With a roster of hits that include Jay Z’s “Song Cry,” Fabolous’ “Breathe,” Jay Electronica’s “Exhibit A,” and a number of other Hip Hop heavy records, New Jersey producer Just Blaze found himself welcoming an entirely new set of fans thanks to this year’s unexpected “Higher” collaboration with house/electro producer Baauer.

Just Blaze recently chopped it up with Examiner.com following his set at the 2013 North Coast Music Festival and addressed his nearly 20 years in music as he spoke on his newfound fans.

“I’d say there are Just Blaze fans pre-‘Higher’ and post-‘Higher’,” he revealed. “It’s great. I’ve been making music since I was damn near born. For me to be a producer and be on my sixteenth year making music is a blessing. It’s not many people that can say that they’ve done that. You have me, Tim, Pharrell, Swizz, and Kanye. I’m probably forgetting somebody but those are the main ones. I’m not equating myself to any of them but we are the few that have made a career out of this. You have a lot of dudes that are in and out in two or three years…I’m on sixteen years and I’m appreciative of it. I’m appreciative that somehow I’ve always found a way through the years to capture a new fan base and continue to remain relevant in some space and still make a living doing what I love–to me that’s all that matters.

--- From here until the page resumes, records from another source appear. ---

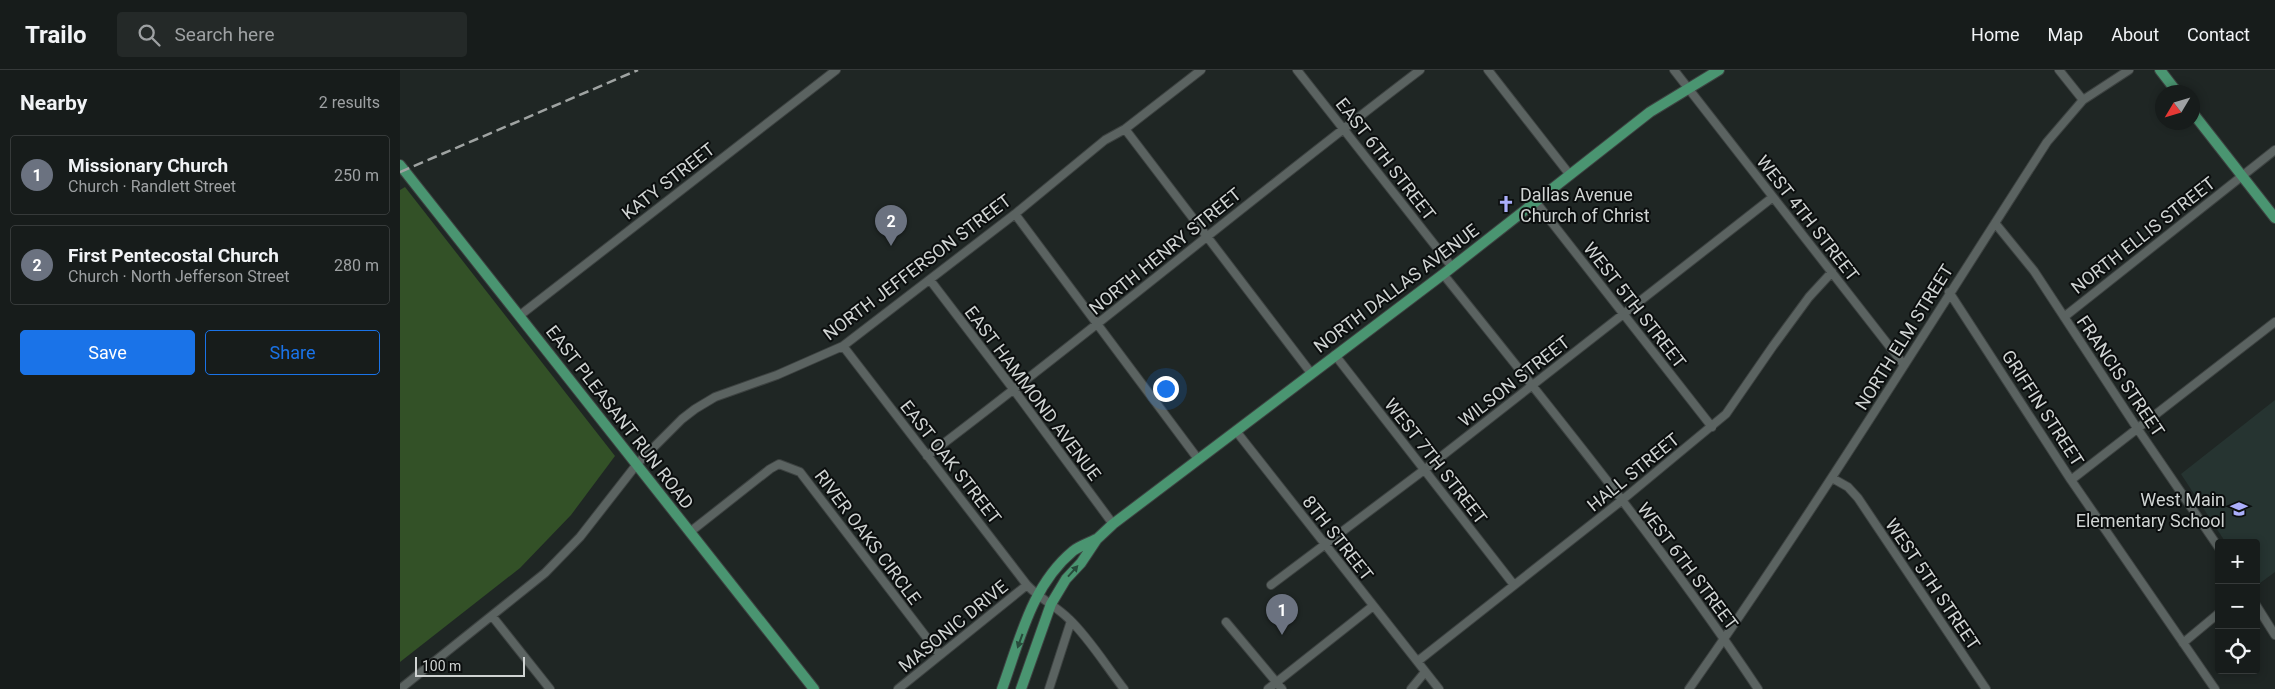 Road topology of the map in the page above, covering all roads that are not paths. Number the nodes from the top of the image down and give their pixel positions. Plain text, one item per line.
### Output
1 (836, 70) edge
2 (1201, 70) edge
3 (1297, 70) edge
4 (1420, 70) edge
5 (1488, 70) edge
6 (1674, 70) edge
7 (1719, 70) edge
8 (2059, 70) edge
9 (2129, 70) edge
10 (2160, 70) edge
11 (2172, 85) edge
12 (1689, 89) junction
13 (2083, 100) junction
14 (2200, 122) edge
15 (1126, 129) junction
16 (1343, 129) junction
17 (2275, 150) edge
18 (400, 165) edge
19 (1570, 175) junction
20 (2242, 176) junction
21 (1773, 197) junction
22 (1535, 201) junction
23 (1015, 214) junction
24 (2275, 218) edge
25 (1995, 223) junction
26 (1206, 237) junction
27 (1452, 268) junction
28 (1832, 272) junction
29 (1443, 274) junction
30 (930, 280) junction
31 (1950, 292) junction
32 (1623, 314) junction
33 (519, 316) junction
34 (2064, 317) junction
35 (2275, 322) edge
36 (1098, 324) junction
37 (843, 346) junction
38 (1335, 355) junction
39 (1904, 365) junction
40 (1311, 373) junction
41 (1532, 386) junction
42 (1014, 390) junction
43 (1712, 427) junction
44 (2137, 428) junction
45 (1236, 431) junction
46 (927, 456) junction
47 (1198, 459) junction
48 (637, 464) junction
49 (1424, 470) junction
50 (1832, 478) junction
51 (2071, 480) junction
52 (1621, 501) junction
53 (1113, 524) junction
54 (690, 532) junction
55 (1097, 539) junction
56 (2215, 542) edge
57 (1325, 546) junction
58 (1271, 585) dead end
59 (1514, 585) junction
60 (1027, 586) junction
61 (1036, 595) junction
62 (1051, 604) junction
63 (1373, 606) junction
64 (2260, 611) edge
65 (492, 616) junction
66 (2215, 616) edge
67 (1071, 621) junction
68 (1226, 622) dead end
69 (2275, 635) edge
70 (1725, 639) junction
71 (2183, 643) junction
72 (940, 655) junction
73 (1418, 662) junction
74 (1425, 672) junction
75 (1277, 682) junction
76 (400, 689) edge
77 (550, 689) edge
78 (814, 689) edge
79 (898, 689) edge
80 (1002, 689) edge
81 (1021, 689) edge
82 (1049, 689) edge
83 (1124, 689) edge
84 (1268, 689) edge
85 (1282, 689) edge
86 (1411, 689) edge
87 (1439, 689) edge
88 (1689, 689) edge
89 (1758, 689) edge
90 (1986, 689) edge
91 (2215, 689) edge

1 - 33 street, KATY STREET
2 - 15 street, NORTH JEFFERSON STREET
3 - 16 street, EAST 6TH STREET
4 - 16 street, NORTH HENRY STREET
5 - 19 street
6 - 12 street, WEST 4TH STREET
7 - 12 main road, NORTH DALLAS AVENUE
8 - 13 street
9 - 13 street, NORTH ELM STREET
10 - 11 main road
12 - 19 main road, NORTH DALLAS AVENUE
12 - 21 street, WEST 4TH STREET
13 - 25 street, NORTH ELM STREET
14 - 20 main road
15 - 23 street, NORTH JEFFERSON STREET
15 - 26 street
16 - 26 street, NORTH HENRY STREET
16 - 27 street, EAST 6TH STREET
17 - 20 street, NORTH ELLIS STREET
18 - 33 main road, EAST PLEASANT RUN ROAD
19 - 22 main road, NORTH DALLAS AVENUE
20 - 24 main road
20 - 34 street, NORTH ELLIS STREET
21 - 28 street, WEST 4TH STREET
21 - 32 street, WILSON STREET
22 - 27 main road, NORTH DALLAS AVENUE
22 - 32 street, WEST 5TH STREET
23 - 30 street, NORTH JEFFERSON STREET
23 - 36 street
25 - 31 street, NORTH ELM STREET
25 - 34 street, FRANCIS STREET
26 - 36 street, NORTH HENRY STREET
26 - 40 street
27 - 29 main road, NORTH DALLAS AVENUE
28 - 39 street, WEST 4TH STREET
28 - 43 street, HALL STREET
29 - 38 main road, NORTH DALLAS AVENUE
29 - 41 street, WEST 6TH STREET
30 - 37 street, NORTH JEFFERSON STREET
30 - 42 street, EAST HAMMOND AVENUE
31 - 39 street, NORTH ELM STREET
31 - 51 street, GRIFFIN STREET
32 - 41 street, WILSON STREET
32 - 43 street, WEST 5TH STREET
33 - 48 main road, EAST PLEASANT RUN ROAD
34 - 44 street, FRANCIS STREET
35 - 44 street
36 - 42 street, NORTH HENRY STREET
36 - 47 street
37 - 46 street, EAST OAK STREET
37 - 48 street, NORTH JEFFERSON STREET
38 - 40 main road, NORTH DALLAS AVENUE
38 - 49 street, WEST 7TH STREET
39 - 50 street, NORTH ELM STREET
40 - 45 main road, NORTH DALLAS AVENUE
41 - 49 street, WILSON STREET
41 - 52 street, WEST 6TH STREET
42 - 46 street, NORTH HENRY STREET
42 - 53 street, EAST HAMMOND AVENUE
43 - 52 street, HALL STREET
44 - 51 street
44 - 56 street, FRANCIS STREET
45 - 47 main road, NORTH DALLAS AVENUE
45 - 57 street, 8TH STREET
46 - 60 street, EAST OAK STREET
47 - 53 main road, NORTH DALLAS AVENUE
48 - 54 main road, EAST PLEASANT RUN ROAD
48 - 65 street, NORTH JEFFERSON STREET
49 - 57 street, WILSON STREET
49 - 59 street, WEST 7TH STREET
50 - 70 street, NORTH ELM STREET
50 - 90 street, WEST 5TH STREET
51 - 71 street, GRIFFIN STREET
52 - 59 street, HALL STREET
52 - 70 street, WEST 6TH STREET
53 - 55 main road, NORTH DALLAS AVENUE
54 - 72 street, RIVER OAKS CIRCLE
54 - 78 main road, EAST PLEASANT RUN ROAD
55 - 61 main road, NORTH DALLAS AVENUE
62 -> 55 main road, NORTH DALLAS AVENUE
57 - 58 street, WILSON STREET
57 - 63 street, 8TH STREET
59 - 73 street, HALL STREET
60 - 61 street, EAST OAK STREET
60 - 72 street, MASONIC DRIVE
61 - 62 street, EAST OAK STREET
61 -> 80 main road, NORTH DALLAS AVENUE
62 - 67 street, EAST OAK STREET
62 - 81 main road, NORTH DALLAS AVENUE
63 - 73 street, 8TH STREET
63 - 75 street
64 - 69 street
65 - 76 street, NORTH JEFFERSON STREET
65 - 77 street
66 - 71 street
67 - 82 street
67 - 83 street, EAST OAK STREET
68 - 75 street
70 - 88 street, NORTH ELM STREET
70 - 89 street, WEST 6TH STREET
71 - 91 street, GRIFFIN STREET
72 - 79 street, MASONIC DRIVE
73 - 74 street, 8TH STREET
74 - 86 street
74 - 87 street
75 - 84 street
75 - 85 street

It’s not about making a ton of money, even though I do well.”

The Jersey beatsmith later found himself breaking down the electronic dance music (EDM) phrase and also expressing his distaste for the phrase he feels isn’t appropriately used, when asked if he’s moved on to making beats through the use of software rather than hardware.

“Even when I was using an MPC an MPC ran on software. If I was using an SP-1200 an SP-1200 ran on software. If I was using an ASR-10 an ASR-10 ran on software. The whole phrase ‘EDM’ which stands for electronic dance music, I don’t dig it,” said Just Blaze. “We’ve been making music electronically damn near since day one. You can dance to Hip-Hop the same way you can dance to house and trance but they don’t necessarily classify Hip-Hop as EDM. I just don’t like that phrase. At the end of the day it’s all electronic and it’s all made with hardware and software.”

After getting his break in music, producing for various artists at Roc-A-Fella Records, Just Blaze has gone on to work with a variety of artists including Christina Aguilera, Kanye West, and Maroon 5. Most recently, he lent his production talents on the good kid, m.A.A.d city track, “Compton.”